*** Record extracts ***

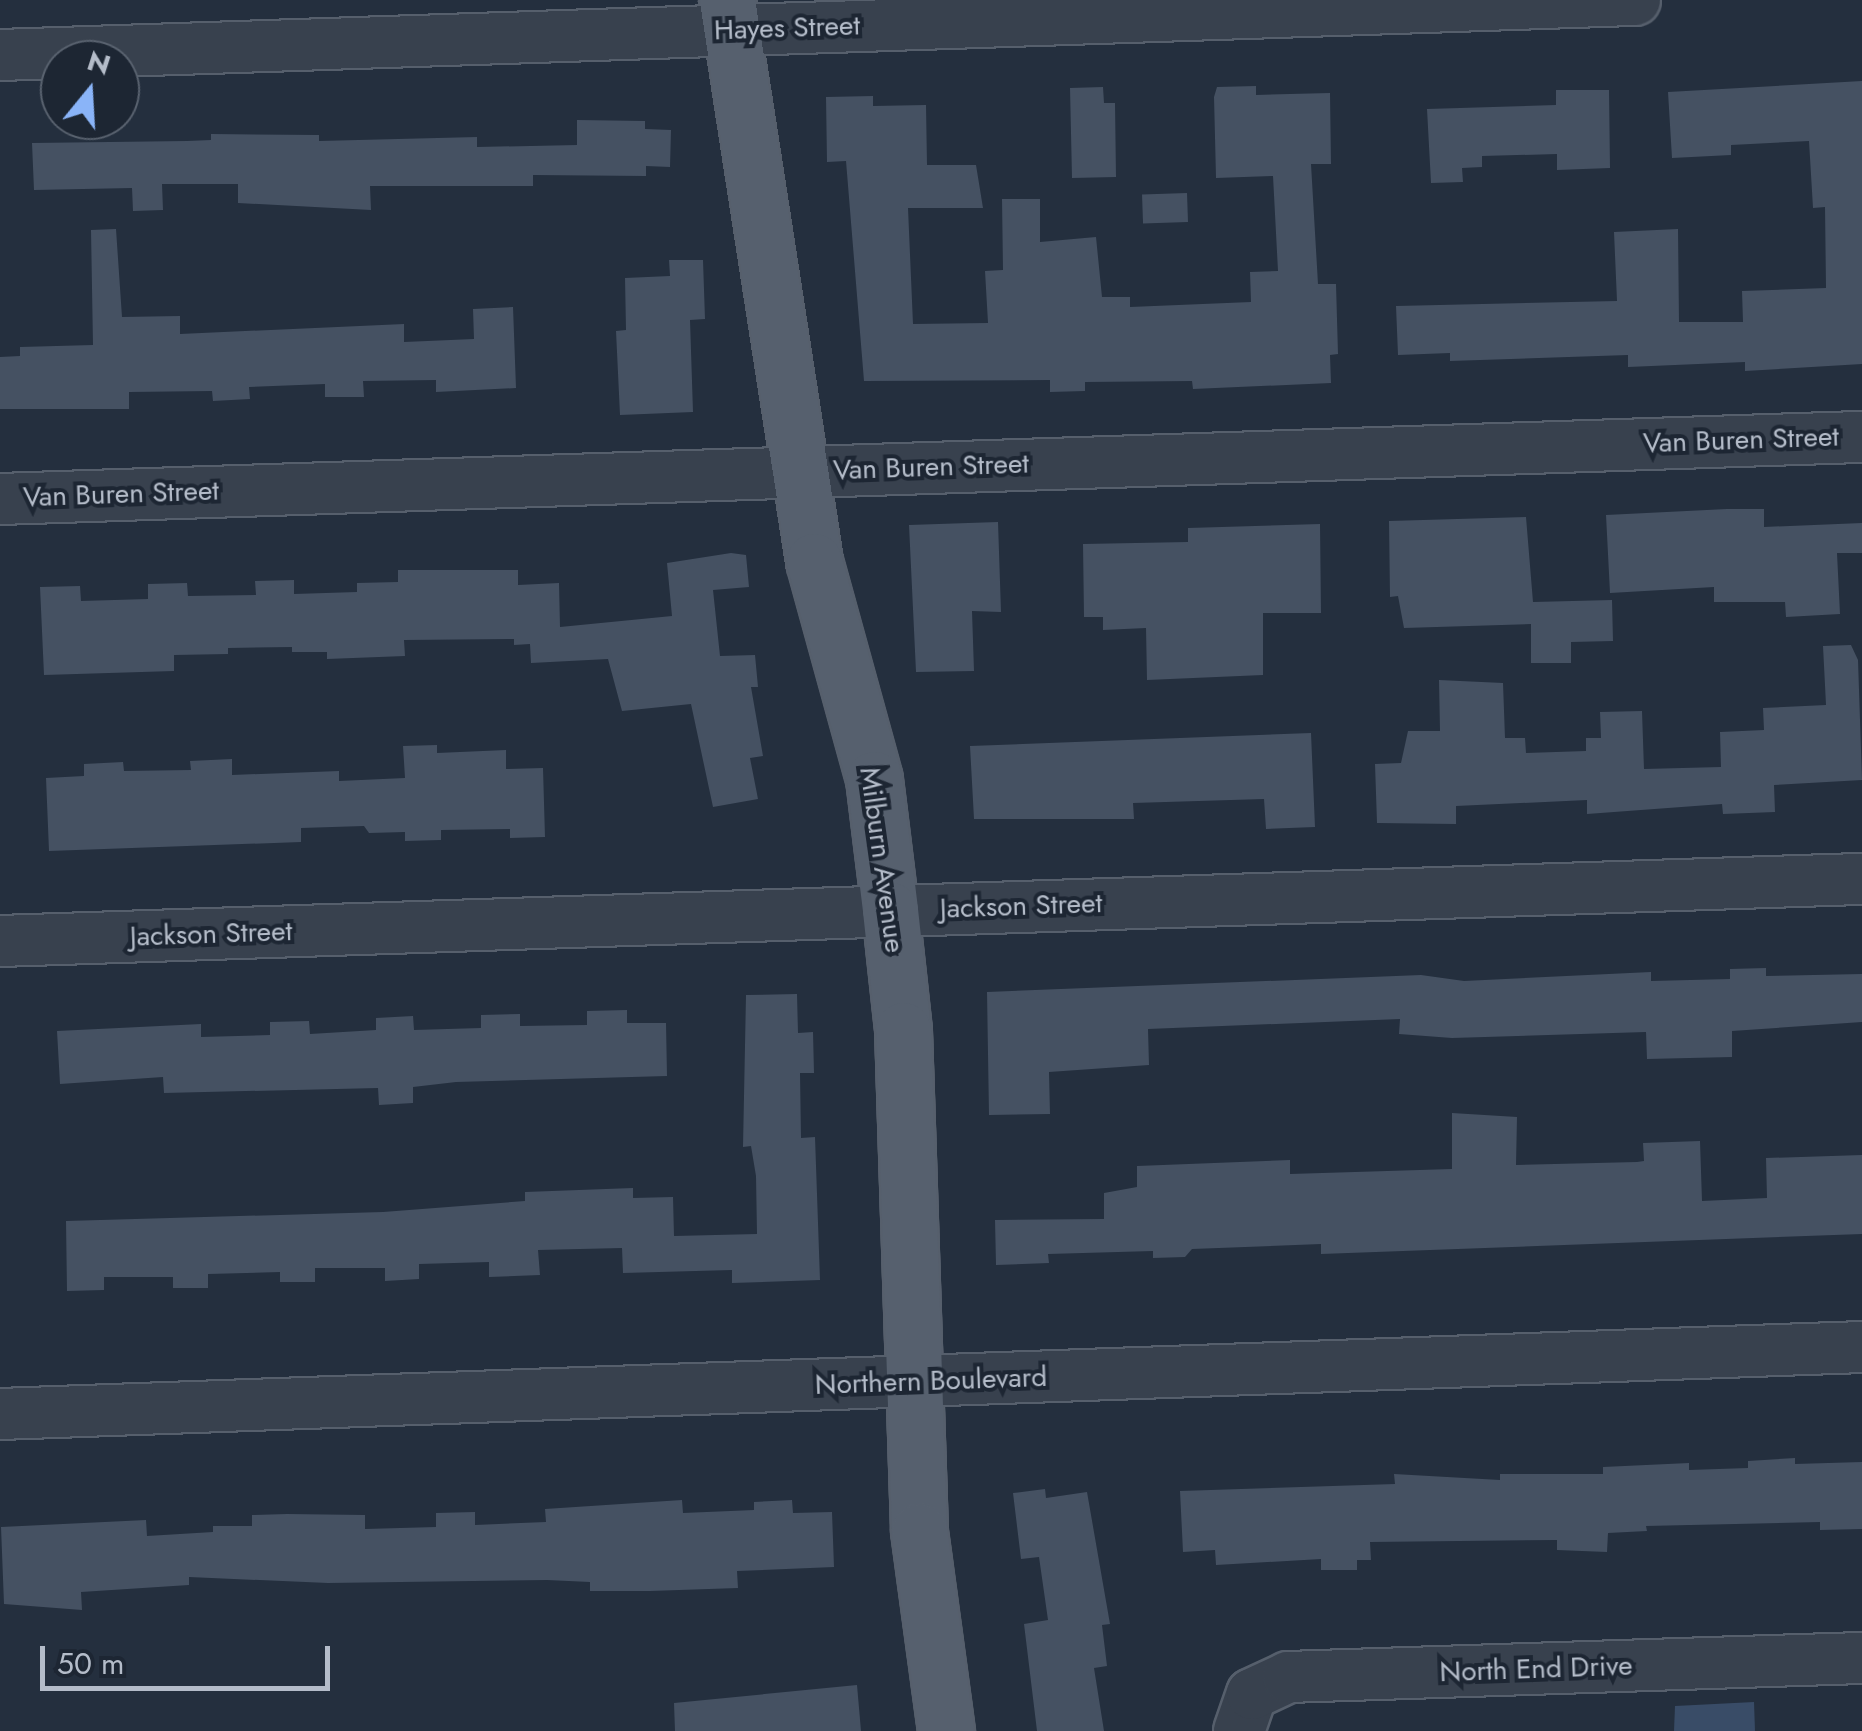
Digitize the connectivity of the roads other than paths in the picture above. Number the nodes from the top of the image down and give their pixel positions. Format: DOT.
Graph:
graph roads {
  1 [pos="1635,0"];
  2 [pos="730,15"];
  3 [pos="0,55"];
  4 [pos="1862,436"];
  5 [pos="801,471"];
  6 [pos="0,499"];
  7 [pos="1862,879"];
  8 [pos="890,910"];
  9 [pos="0,941"];
  10 [pos="1862,1348"];
  11 [pos="915,1382"];
  12 [pos="0,1414"];
  13 [pos="1862,1658"];
  14 [pos="946,1731"];
  15 [pos="1239,1731"];
  1 -- 2 [label="street, Hayes Street"];
  2 -- 3 [label="street, Hayes Street"];
  2 -- 5 [label="main road, Milburn Avenue"];
  4 -- 5 [label="street, Van Buren Street"];
  5 -- 6 [label="street, Van Buren Street"];
  5 -- 8 [label="main road, Milburn Avenue"];
  7 -- 8 [label="street, Jackson Street"];
  8 -- 9 [label="street, Jackson Street"];
  8 -- 11 [label="main road, Milburn Avenue"];
  10 -- 11 [label="street, Northern Boulevard"];
  11 -- 12 [label="street, Northern Boulevard"];
  11 -- 14 [label="main road, Milburn Avenue"];
  13 -- 15 [label="street, North End Drive"];
}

*** End of Record extracts ***

Work order:
Transcribe the records above exactly, omitting every picture they contain.

Output for this exercise:
Digitize the connectivity of the roads other than paths in the picture above. Number the nodes from the top of the image down and give their pixel positions. Format: DOT.
Graph:
graph roads {
  1 [pos="1635,0"];
  2 [pos="730,15"];
  3 [pos="0,55"];
  4 [pos="1862,436"];
  5 [pos="801,471"];
  6 [pos="0,499"];
  7 [pos="1862,879"];
  8 [pos="890,910"];
  9 [pos="0,941"];
  10 [pos="1862,1348"];
  11 [pos="915,1382"];
  12 [pos="0,1414"];
  13 [pos="1862,1658"];
  14 [pos="946,1731"];
  15 [pos="1239,1731"];
  1 -- 2 [label="street, Hayes Street"];
  2 -- 3 [label="street, Hayes Street"];
  2 -- 5 [label="main road, Milburn Avenue"];
  4 -- 5 [label="street, Van Buren Street"];
  5 -- 6 [label="street, Van Buren Street"];
  5 -- 8 [label="main road, Milburn Avenue"];
  7 -- 8 [label="street, Jackson Street"];
  8 -- 9 [label="street, Jackson Street"];
  8 -- 11 [label="main road, Milburn Avenue"];
  10 -- 11 [label="street, Northern Boulevard"];
  11 -- 12 [label="street, Northern Boulevard"];
  11 -- 14 [label="main road, Milburn Avenue"];
  13 -- 15 [label="street, North End Drive"];
}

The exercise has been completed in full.